Activity :: Copy each line of the entries beneath that contains the word "Faisans".

Data for this exercise ::

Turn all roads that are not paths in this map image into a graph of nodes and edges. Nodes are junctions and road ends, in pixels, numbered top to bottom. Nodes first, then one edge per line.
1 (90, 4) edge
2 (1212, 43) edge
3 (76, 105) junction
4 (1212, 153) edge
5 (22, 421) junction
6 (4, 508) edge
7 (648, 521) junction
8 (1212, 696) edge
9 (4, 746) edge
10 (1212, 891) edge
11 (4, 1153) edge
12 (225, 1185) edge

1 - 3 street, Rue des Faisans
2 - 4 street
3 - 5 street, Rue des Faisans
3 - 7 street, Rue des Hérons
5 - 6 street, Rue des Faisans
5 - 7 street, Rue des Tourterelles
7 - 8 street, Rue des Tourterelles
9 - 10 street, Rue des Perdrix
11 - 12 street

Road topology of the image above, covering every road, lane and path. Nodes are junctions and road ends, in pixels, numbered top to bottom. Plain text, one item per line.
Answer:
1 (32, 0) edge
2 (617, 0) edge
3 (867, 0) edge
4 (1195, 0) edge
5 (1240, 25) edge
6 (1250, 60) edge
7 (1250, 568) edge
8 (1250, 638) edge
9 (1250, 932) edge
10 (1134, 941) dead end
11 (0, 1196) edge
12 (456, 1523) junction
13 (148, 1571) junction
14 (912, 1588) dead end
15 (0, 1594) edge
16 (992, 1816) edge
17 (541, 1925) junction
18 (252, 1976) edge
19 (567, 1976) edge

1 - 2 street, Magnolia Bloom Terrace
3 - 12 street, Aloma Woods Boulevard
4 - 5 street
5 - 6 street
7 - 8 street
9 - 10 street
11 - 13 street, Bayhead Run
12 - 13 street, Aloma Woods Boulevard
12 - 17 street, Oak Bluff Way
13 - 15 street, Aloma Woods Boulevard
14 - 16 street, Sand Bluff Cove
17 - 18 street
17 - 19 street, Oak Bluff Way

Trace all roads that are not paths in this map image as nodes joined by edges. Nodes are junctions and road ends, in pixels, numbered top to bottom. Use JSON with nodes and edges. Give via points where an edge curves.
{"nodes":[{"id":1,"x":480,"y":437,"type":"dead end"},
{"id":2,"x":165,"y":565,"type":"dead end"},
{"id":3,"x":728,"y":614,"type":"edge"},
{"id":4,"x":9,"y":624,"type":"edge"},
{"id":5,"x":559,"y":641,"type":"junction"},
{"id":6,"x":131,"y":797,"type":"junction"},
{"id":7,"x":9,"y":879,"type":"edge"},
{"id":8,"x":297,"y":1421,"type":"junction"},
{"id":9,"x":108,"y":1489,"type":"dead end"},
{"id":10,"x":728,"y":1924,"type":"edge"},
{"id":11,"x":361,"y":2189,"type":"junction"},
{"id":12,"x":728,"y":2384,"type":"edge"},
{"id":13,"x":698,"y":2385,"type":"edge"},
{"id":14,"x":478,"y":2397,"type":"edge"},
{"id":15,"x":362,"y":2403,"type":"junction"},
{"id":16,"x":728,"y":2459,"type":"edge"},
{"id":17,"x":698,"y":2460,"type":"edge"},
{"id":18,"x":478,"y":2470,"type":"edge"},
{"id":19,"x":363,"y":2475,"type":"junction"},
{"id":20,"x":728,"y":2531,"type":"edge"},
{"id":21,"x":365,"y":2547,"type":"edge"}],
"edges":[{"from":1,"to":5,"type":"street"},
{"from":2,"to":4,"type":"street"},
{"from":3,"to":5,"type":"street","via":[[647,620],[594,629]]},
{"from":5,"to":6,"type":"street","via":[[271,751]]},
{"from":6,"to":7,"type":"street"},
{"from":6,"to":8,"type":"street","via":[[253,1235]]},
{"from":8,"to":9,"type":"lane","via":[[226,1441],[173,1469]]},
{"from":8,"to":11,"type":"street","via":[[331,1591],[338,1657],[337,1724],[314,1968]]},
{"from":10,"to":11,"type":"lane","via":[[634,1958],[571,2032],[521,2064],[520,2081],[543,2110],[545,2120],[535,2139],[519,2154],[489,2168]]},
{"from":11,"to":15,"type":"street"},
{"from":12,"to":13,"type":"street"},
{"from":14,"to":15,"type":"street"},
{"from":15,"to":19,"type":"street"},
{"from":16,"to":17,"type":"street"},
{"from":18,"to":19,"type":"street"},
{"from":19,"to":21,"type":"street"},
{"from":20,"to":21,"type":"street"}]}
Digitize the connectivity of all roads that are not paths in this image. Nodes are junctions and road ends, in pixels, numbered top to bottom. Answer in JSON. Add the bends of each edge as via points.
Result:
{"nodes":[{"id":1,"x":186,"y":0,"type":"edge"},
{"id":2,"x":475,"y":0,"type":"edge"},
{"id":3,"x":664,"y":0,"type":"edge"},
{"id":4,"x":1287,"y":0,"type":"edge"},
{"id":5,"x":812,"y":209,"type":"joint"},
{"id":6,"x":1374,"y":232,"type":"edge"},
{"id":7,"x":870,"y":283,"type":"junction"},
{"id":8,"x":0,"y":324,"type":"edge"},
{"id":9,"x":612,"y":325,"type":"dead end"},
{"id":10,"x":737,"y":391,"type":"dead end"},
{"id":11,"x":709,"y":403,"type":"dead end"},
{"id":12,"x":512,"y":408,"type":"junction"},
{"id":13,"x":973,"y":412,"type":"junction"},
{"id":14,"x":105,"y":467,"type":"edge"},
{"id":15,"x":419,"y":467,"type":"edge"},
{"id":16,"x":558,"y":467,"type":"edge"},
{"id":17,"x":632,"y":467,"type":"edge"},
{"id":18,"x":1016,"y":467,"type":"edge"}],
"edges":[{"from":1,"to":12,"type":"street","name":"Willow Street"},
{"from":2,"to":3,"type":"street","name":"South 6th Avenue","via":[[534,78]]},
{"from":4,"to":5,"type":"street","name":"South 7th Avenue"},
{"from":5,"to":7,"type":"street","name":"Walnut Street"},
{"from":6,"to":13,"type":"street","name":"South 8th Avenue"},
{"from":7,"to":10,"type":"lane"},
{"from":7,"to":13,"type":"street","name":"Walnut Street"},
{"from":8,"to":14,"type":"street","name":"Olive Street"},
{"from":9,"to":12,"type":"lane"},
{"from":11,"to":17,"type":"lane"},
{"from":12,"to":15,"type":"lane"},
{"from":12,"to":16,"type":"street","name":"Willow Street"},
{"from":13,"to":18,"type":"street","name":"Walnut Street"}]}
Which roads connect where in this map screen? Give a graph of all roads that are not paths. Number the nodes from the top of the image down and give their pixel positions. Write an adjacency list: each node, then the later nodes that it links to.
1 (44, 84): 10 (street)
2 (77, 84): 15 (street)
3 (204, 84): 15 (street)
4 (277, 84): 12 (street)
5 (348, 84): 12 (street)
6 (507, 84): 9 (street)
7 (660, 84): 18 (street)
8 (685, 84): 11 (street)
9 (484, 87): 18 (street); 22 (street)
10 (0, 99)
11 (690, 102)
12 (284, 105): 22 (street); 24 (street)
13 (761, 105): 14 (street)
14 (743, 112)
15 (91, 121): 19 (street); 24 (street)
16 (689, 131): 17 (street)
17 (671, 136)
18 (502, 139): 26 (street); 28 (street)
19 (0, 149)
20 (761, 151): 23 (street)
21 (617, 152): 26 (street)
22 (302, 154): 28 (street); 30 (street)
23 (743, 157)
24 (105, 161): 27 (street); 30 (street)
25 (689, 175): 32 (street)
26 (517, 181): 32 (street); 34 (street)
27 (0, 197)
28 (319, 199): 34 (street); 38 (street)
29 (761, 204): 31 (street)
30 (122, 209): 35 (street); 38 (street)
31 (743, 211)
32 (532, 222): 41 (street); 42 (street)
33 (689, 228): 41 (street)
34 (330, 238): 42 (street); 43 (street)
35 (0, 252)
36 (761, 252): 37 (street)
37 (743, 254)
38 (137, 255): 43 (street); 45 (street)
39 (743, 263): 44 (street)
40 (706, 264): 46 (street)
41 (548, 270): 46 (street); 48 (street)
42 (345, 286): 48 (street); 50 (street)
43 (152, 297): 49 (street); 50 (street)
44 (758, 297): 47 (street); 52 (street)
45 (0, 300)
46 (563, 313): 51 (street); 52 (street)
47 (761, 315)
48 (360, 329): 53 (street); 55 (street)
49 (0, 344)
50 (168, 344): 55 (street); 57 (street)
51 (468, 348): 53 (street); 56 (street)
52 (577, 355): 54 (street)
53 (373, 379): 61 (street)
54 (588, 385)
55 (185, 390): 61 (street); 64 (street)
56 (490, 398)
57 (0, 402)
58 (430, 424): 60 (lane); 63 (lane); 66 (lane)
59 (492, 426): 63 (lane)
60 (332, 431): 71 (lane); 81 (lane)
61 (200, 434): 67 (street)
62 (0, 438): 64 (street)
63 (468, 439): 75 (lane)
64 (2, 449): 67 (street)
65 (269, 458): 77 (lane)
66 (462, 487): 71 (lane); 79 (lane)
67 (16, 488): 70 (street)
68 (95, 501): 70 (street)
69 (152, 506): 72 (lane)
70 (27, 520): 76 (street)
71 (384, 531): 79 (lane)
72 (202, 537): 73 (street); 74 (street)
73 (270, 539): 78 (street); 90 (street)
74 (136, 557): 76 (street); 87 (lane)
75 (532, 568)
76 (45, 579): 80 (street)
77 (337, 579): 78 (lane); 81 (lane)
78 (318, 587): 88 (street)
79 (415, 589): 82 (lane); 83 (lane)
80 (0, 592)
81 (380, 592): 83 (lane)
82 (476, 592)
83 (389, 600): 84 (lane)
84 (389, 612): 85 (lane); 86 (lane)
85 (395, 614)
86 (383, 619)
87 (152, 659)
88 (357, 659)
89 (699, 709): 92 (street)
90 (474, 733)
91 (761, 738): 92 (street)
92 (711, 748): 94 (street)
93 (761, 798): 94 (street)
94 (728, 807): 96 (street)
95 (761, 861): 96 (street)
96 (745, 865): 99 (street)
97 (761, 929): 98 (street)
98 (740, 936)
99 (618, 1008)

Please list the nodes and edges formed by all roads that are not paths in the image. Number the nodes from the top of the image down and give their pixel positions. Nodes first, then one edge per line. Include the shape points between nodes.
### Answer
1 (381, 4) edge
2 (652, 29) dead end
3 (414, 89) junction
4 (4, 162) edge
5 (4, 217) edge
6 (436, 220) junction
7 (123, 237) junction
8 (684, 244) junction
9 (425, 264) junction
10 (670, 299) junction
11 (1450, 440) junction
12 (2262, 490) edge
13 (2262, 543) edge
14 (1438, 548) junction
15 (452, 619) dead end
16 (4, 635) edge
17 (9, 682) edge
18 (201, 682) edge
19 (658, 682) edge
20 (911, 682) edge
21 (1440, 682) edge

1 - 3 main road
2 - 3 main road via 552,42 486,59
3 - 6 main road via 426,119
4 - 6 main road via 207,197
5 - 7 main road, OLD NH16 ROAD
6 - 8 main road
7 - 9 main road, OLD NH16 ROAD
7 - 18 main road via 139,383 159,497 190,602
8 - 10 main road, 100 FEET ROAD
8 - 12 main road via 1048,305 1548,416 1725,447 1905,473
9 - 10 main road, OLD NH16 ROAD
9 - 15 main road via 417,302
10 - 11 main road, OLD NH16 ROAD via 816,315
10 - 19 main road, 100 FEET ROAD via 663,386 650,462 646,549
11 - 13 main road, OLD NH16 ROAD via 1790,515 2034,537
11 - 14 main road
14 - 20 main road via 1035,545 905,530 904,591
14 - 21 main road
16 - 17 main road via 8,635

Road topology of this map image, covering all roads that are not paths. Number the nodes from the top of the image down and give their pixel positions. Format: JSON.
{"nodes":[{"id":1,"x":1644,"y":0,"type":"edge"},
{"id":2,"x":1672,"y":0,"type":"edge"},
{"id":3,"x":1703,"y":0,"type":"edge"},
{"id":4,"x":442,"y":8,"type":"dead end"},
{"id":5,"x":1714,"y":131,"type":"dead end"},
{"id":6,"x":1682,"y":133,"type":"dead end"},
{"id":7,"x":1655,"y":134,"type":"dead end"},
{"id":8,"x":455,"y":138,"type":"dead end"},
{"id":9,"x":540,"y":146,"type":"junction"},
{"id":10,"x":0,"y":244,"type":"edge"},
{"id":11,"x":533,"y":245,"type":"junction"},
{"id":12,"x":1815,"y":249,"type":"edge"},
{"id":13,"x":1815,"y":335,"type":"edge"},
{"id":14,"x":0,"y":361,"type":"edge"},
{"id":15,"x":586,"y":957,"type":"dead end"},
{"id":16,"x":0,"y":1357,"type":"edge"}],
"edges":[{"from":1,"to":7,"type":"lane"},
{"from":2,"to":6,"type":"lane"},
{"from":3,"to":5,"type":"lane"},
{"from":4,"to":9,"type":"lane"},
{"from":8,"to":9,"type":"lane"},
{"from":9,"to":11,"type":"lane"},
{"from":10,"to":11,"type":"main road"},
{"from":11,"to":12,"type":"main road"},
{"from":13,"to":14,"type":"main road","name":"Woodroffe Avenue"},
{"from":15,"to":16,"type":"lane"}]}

Exercise solution ::
1 - 3 street, Rue des Faisans
3 - 5 street, Rue des Faisans
5 - 6 street, Rue des Faisans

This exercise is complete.